Mr. Libi, who was believed to be in his late 40s, moved up to become Al Qaeda’s deputy, behind Ayman al-Zawahri, after an American commando raid killed Osama Bin Laden in Pakistan in May 2011. He already had a high profile in the militant world: he escaped the American prison at Bagram, Afghanistan, in 2005, and went on to make a series of videos that established him as a leading voice calling for attacks on the United States — and as a charismatic focal point for a terrorist group that was widely seen as being in decline. . . .

Characterizing what the loss would mean to Al Qaeda, the American official said: “Zawahri will be hard-pressed to find any one person who can readily step into Abu Yahya’s shoes — in addition to his gravitas as a longstanding member of AQ’s leadership, Abu Yahya’s religious credentials gave him the authority to issue fatwas, operational approvals, and guidance to the core group in Pakistan and regional affiliates. There is no one who even comes close in terms of replacing the expertise AQ has just lost.”

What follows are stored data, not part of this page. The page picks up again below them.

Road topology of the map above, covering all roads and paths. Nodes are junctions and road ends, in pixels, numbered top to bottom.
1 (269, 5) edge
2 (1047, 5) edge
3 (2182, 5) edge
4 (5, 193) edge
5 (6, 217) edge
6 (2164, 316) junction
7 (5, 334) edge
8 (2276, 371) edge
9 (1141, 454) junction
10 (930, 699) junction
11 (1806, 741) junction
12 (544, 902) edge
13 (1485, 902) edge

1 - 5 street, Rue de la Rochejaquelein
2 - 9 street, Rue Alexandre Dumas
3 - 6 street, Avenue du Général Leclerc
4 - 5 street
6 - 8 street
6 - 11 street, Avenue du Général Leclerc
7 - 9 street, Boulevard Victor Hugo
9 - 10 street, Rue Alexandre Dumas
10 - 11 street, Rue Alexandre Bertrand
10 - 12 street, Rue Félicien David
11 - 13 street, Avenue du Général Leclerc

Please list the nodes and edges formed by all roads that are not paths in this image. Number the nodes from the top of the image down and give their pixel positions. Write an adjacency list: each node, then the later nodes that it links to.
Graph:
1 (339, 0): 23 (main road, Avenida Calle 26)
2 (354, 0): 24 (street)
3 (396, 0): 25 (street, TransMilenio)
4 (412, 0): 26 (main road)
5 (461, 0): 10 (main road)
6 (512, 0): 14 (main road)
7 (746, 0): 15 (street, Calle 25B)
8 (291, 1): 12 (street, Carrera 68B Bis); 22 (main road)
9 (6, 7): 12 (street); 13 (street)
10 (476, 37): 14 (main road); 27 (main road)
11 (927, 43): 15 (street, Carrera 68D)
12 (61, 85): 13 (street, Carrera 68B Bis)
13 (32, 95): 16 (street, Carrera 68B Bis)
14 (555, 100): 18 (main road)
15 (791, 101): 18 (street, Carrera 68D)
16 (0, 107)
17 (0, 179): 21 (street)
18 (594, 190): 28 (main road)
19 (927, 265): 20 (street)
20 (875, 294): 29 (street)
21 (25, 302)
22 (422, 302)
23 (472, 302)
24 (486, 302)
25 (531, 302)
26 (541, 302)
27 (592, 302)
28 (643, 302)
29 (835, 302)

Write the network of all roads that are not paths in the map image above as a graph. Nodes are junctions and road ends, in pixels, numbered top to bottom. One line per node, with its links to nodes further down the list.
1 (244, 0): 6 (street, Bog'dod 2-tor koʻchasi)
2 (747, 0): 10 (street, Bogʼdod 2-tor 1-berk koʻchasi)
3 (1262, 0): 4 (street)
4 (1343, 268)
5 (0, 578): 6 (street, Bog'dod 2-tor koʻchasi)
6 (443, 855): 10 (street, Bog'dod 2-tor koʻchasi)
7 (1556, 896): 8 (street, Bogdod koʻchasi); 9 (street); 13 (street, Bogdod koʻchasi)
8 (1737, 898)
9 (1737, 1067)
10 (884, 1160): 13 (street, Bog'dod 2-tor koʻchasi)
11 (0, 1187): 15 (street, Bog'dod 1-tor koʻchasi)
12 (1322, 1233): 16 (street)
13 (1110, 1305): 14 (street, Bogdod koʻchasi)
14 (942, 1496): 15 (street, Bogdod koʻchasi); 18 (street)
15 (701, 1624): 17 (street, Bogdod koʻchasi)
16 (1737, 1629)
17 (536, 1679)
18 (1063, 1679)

This comes on the tail of concerns about the efficacy of the U.S.’s intense campaign of drone strikes. No one doubts that drones are putting plenty of warheads on foreheads, but questions have arisen about whether the civilian casualties and loss of U.S. reputation is worth checking off the president’s “baseball cards” (especially when the operations yield no intelligence gains). But even though al-Qaeda No. 2s have become increasingly easy targets after the death of Osama bin Laden, Libi’s death is a useful victory, as the Times notes, and thus, an important one for the program.